What you have to do:
The answer is the line that contains "Localize all text" followed by every later line of the entries below, each repeated exactly, and nothing else.

Data listing:
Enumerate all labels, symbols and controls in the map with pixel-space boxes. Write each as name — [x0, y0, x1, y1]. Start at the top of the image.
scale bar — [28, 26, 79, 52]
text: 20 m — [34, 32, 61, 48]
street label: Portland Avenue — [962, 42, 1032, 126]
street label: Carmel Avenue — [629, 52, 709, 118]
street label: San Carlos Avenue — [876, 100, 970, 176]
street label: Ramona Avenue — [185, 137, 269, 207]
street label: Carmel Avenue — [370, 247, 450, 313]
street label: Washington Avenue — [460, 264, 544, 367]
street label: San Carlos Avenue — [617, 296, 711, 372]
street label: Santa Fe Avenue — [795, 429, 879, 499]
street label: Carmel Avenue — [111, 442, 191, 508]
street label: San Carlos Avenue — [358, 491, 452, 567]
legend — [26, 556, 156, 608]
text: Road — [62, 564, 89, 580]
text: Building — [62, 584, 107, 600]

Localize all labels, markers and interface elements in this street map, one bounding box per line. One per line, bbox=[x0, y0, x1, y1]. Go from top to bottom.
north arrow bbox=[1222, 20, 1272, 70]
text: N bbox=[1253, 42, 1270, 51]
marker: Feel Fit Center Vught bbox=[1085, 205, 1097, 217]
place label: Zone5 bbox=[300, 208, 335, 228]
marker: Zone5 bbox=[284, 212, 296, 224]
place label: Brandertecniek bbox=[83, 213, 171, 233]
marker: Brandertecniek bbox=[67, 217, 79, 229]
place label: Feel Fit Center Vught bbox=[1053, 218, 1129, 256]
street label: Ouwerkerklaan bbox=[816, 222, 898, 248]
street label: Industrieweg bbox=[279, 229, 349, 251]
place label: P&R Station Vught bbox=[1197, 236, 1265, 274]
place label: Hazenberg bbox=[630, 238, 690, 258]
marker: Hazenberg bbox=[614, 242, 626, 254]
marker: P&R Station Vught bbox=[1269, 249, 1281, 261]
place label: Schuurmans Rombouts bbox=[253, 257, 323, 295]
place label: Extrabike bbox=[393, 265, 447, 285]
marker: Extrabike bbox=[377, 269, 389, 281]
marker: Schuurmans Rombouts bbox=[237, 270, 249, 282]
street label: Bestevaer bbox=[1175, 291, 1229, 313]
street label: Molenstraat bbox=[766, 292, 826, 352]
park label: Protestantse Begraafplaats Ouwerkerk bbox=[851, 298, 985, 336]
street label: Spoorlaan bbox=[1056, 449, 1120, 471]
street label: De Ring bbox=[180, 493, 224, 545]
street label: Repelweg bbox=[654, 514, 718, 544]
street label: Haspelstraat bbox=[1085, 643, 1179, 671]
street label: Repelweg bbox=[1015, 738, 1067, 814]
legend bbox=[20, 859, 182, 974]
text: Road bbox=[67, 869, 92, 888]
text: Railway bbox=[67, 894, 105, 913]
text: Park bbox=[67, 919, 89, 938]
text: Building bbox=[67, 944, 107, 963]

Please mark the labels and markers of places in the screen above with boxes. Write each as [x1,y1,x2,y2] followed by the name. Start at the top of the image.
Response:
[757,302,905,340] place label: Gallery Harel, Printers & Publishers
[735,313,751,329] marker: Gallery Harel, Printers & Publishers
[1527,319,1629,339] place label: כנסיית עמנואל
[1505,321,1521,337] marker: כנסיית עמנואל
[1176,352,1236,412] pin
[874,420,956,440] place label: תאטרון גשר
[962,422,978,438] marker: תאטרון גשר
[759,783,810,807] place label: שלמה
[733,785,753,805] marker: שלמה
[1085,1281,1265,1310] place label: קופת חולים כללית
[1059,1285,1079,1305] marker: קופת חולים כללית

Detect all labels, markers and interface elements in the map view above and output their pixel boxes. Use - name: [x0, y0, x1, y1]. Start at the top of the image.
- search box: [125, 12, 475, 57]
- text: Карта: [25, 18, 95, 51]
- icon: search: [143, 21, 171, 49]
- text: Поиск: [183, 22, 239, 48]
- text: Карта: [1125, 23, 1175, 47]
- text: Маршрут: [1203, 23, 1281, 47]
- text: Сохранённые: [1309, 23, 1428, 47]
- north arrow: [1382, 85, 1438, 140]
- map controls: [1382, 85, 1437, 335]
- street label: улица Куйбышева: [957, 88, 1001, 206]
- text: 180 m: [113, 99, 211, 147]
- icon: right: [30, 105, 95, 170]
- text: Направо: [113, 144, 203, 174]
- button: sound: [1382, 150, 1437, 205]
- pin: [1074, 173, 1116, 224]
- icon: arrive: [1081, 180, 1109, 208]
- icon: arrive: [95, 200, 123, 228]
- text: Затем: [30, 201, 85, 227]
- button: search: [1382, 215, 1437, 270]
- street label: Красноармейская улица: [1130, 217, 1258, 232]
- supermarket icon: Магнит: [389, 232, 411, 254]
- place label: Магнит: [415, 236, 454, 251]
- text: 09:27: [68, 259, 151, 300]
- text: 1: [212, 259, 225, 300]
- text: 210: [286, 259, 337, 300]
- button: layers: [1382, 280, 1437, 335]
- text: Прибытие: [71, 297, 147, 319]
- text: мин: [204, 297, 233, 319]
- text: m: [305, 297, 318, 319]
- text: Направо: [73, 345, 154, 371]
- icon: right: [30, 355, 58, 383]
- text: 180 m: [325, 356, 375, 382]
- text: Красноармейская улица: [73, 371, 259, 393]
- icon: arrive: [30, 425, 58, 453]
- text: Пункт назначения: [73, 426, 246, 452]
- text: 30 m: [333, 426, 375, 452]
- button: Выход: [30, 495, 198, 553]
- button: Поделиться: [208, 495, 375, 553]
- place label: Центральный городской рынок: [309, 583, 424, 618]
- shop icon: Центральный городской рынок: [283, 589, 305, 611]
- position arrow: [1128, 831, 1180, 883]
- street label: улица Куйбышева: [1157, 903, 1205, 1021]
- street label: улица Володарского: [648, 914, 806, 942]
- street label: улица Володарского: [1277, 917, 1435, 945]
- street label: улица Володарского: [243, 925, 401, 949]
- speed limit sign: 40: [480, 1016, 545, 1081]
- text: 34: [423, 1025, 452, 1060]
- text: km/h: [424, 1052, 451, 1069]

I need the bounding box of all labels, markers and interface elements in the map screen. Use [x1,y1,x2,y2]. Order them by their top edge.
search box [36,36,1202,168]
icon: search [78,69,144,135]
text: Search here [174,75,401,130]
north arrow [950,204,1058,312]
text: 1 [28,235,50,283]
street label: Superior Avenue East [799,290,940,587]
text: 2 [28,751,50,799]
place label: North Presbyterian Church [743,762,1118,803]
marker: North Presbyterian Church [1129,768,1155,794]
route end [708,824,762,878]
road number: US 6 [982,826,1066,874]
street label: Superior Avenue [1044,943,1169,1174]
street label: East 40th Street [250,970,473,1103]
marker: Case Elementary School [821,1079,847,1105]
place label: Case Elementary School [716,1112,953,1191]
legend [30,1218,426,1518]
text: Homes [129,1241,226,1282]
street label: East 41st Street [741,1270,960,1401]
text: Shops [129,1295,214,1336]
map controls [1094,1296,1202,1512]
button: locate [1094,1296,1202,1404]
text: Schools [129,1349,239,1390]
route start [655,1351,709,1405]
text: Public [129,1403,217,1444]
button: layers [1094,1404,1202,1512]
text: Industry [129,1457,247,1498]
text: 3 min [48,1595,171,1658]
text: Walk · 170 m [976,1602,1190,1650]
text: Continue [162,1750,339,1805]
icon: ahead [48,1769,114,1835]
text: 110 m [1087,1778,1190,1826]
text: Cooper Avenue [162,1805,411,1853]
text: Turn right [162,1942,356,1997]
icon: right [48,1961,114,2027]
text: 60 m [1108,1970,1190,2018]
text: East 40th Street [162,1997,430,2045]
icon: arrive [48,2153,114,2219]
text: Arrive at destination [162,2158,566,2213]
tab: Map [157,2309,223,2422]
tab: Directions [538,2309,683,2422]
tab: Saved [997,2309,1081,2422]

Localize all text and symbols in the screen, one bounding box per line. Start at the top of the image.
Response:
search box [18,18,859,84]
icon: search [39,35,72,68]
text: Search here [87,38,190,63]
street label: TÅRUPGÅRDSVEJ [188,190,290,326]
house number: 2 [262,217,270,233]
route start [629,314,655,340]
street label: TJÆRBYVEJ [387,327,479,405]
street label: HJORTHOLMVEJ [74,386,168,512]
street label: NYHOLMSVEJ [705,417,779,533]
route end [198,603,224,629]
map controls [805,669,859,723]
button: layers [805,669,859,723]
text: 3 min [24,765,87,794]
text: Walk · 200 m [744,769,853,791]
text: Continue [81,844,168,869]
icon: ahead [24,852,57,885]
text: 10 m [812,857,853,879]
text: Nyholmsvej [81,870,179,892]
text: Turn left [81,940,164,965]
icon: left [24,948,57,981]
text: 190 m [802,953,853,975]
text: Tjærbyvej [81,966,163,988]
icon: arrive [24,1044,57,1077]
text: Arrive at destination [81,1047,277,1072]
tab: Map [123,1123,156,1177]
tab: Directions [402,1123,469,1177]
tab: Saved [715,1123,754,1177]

Expected answer:
Localize all text and symbols in the screen, one bounding box per line. Start at the top of the image.
Response:
search box [18,18,859,84]
icon: search [39,35,72,68]
text: Search here [87,38,190,63]
street label: TÅRUPGÅRDSVEJ [188,190,290,326]
house number: 2 [262,217,270,233]
route start [629,314,655,340]
street label: TJÆRBYVEJ [387,327,479,405]
street label: HJORTHOLMVEJ [74,386,168,512]
street label: NYHOLMSVEJ [705,417,779,533]
route end [198,603,224,629]
map controls [805,669,859,723]
button: layers [805,669,859,723]
text: 3 min [24,765,87,794]
text: Walk · 200 m [744,769,853,791]
text: Continue [81,844,168,869]
icon: ahead [24,852,57,885]
text: 10 m [812,857,853,879]
text: Nyholmsvej [81,870,179,892]
text: Turn left [81,940,164,965]
icon: left [24,948,57,981]
text: 190 m [802,953,853,975]
text: Tjærbyvej [81,966,163,988]
icon: arrive [24,1044,57,1077]
text: Arrive at destination [81,1047,277,1072]
tab: Map [123,1123,156,1177]
tab: Directions [402,1123,469,1177]
tab: Saved [715,1123,754,1177]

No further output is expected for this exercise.